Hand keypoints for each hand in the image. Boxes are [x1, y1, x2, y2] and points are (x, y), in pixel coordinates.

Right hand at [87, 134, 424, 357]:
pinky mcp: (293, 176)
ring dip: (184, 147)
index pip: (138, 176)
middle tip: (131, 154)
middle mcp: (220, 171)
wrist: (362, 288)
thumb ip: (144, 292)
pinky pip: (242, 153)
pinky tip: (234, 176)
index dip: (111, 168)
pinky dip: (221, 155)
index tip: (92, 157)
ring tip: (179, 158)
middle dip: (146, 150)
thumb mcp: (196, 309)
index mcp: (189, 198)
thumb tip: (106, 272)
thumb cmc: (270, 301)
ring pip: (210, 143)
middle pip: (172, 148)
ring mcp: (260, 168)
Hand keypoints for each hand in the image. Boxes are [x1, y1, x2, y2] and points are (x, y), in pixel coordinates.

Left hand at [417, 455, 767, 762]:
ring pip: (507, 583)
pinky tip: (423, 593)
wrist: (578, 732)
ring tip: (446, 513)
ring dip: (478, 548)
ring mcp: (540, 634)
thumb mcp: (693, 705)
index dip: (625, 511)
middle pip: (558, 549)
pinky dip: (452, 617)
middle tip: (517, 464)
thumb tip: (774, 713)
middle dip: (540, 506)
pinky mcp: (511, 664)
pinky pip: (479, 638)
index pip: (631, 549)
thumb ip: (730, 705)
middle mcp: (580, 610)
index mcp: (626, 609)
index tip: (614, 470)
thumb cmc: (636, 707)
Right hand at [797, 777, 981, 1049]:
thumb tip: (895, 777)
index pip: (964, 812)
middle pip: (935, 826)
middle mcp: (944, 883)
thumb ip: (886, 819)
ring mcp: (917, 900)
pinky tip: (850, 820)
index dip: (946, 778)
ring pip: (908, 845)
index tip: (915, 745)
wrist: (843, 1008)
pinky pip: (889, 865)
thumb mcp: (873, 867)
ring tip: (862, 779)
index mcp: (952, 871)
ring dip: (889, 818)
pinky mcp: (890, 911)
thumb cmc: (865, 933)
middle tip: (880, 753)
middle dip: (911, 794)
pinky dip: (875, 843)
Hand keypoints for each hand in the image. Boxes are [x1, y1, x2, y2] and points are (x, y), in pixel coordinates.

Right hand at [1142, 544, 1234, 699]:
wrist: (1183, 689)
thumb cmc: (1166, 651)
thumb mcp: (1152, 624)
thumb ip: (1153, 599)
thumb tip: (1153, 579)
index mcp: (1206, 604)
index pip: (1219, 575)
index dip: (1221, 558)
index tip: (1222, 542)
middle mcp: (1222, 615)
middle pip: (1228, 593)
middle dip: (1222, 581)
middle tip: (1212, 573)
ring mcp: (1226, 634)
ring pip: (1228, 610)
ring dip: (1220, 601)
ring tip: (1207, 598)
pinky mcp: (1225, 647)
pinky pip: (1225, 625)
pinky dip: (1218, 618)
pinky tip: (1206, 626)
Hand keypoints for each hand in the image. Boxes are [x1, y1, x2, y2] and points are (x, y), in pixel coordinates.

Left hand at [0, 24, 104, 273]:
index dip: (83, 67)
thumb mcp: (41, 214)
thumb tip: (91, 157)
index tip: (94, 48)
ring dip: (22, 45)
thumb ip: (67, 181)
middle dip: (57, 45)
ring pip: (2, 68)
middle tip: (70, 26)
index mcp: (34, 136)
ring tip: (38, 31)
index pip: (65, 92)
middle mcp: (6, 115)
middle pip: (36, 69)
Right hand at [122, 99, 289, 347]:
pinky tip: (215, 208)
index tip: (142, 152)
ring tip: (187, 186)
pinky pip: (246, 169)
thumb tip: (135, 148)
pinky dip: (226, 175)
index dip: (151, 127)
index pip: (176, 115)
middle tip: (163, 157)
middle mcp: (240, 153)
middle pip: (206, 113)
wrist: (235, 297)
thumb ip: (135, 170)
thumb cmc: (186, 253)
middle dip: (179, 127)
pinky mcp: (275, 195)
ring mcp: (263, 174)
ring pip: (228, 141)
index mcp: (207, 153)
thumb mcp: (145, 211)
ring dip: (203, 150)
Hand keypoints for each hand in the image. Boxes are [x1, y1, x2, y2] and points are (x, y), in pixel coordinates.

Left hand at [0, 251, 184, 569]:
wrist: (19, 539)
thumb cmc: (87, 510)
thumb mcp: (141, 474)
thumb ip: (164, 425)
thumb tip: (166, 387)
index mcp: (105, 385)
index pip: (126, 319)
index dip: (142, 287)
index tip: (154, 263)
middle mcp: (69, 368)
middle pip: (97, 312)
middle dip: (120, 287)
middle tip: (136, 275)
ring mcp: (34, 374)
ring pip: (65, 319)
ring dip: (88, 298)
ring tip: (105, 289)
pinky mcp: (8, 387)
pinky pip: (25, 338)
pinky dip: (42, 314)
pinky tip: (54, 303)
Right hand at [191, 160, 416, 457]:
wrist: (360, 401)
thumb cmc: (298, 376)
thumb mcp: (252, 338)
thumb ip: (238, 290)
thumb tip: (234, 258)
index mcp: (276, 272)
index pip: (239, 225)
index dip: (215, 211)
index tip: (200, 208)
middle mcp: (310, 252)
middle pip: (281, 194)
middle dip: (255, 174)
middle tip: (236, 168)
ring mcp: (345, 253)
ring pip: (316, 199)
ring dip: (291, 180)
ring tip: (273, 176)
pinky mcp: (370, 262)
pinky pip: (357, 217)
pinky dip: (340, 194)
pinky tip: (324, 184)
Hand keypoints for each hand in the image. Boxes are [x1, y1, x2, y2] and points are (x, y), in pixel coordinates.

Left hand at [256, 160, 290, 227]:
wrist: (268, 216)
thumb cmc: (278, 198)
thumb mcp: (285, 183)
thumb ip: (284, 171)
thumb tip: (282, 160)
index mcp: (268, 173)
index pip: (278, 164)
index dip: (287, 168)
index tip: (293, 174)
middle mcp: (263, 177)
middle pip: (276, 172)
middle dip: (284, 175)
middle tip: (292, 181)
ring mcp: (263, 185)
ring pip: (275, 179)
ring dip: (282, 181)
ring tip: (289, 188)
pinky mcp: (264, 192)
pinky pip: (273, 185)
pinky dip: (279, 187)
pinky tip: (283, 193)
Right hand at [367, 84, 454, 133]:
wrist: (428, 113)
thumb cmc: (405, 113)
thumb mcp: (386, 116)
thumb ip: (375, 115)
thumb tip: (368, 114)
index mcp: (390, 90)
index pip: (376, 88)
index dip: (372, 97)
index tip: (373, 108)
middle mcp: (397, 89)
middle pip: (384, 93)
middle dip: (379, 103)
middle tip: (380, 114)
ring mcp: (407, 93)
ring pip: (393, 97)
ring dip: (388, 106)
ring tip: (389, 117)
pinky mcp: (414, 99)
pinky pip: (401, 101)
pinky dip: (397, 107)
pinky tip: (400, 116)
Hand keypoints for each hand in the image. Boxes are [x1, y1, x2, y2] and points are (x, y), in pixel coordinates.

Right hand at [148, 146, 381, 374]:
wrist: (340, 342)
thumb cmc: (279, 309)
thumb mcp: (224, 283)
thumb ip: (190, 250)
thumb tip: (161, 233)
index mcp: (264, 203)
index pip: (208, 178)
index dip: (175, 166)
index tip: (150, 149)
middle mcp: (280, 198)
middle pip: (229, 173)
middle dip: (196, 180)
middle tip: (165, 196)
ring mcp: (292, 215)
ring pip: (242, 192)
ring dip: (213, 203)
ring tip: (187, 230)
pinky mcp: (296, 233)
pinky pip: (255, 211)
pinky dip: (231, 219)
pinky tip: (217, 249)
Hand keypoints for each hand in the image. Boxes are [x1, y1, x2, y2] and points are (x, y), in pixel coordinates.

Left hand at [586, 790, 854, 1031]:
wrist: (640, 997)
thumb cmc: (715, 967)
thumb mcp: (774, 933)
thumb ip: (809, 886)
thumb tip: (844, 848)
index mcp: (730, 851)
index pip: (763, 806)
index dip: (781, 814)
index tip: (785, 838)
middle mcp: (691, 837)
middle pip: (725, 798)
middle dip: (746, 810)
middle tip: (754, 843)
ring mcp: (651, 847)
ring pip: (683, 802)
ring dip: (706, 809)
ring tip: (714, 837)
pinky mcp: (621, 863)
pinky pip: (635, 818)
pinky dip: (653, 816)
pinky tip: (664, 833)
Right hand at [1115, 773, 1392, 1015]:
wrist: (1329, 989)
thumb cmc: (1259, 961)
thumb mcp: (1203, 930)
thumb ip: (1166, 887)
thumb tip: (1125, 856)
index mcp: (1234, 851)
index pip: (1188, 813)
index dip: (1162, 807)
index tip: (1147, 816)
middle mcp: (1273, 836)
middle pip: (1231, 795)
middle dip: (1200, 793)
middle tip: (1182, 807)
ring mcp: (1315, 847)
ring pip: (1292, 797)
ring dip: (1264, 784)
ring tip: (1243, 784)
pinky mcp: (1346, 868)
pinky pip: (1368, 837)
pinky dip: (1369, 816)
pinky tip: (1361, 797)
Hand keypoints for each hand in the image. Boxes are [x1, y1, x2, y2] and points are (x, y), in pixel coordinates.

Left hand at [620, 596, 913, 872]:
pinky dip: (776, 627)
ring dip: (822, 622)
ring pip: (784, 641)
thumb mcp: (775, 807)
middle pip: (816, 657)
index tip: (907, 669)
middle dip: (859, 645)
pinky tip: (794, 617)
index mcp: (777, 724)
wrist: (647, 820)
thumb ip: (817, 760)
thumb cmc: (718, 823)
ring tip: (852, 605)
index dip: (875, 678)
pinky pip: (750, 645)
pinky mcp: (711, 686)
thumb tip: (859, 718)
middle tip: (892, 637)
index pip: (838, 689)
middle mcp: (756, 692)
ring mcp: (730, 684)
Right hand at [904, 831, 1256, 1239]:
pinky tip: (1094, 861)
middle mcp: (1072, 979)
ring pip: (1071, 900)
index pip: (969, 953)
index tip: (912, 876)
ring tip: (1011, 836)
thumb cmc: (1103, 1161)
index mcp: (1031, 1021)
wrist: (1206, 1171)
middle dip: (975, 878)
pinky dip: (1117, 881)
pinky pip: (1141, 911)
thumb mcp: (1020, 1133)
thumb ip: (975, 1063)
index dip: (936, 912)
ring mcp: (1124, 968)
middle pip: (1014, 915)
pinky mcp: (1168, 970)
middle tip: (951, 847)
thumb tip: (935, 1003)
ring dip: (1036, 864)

--- ACTIVITY ---
Write out the line containing "ring pip: (784, 641)" and every line after it through the end of the entries. Keep each one exactly as it is, and add nothing.

--- EXERCISE RESULT ---
ring pip: (784, 641)
thumb mcp: (775, 807)
middle pip: (816, 657)
index tip: (907, 669)
middle dip: (859, 645)
pinky tip: (794, 617)
index mcp: (777, 724)
wrist: (647, 820)
thumb ip: (817, 760)
thumb cmc: (718, 823)
ring tip: (852, 605)
index dip: (875, 678)
pinky pip: (750, 645)
pinky mcp: (711, 686)
thumb tip: (859, 718)
middle tip: (892, 637)
index pip: (838, 689)
middle mcp: (756, 692)
ring mcp: (730, 684)
Right hand at [904, 831, 1256, 1239]:
pinky tip: (1094, 861)
middle mcp: (1072, 979)
ring pip: (1071, 900)
index pip: (969, 953)
index tip: (912, 876)
ring tip: (1011, 836)
thumb cmc: (1103, 1161)
index mcp: (1031, 1021)
wrist: (1206, 1171)
middle dip: (975, 878)
pinky dip: (1117, 881)
pinky pip: (1141, 911)
thumb mcp: (1020, 1133)
thumb ip: (975, 1063)
index dip: (936, 912)
ring mcp: (1124, 968)
middle pip: (1014, 915)
pinky mcp: (1168, 970)
middle tip: (951, 847)
thumb tip: (935, 1003)
ring dip: (1036, 864)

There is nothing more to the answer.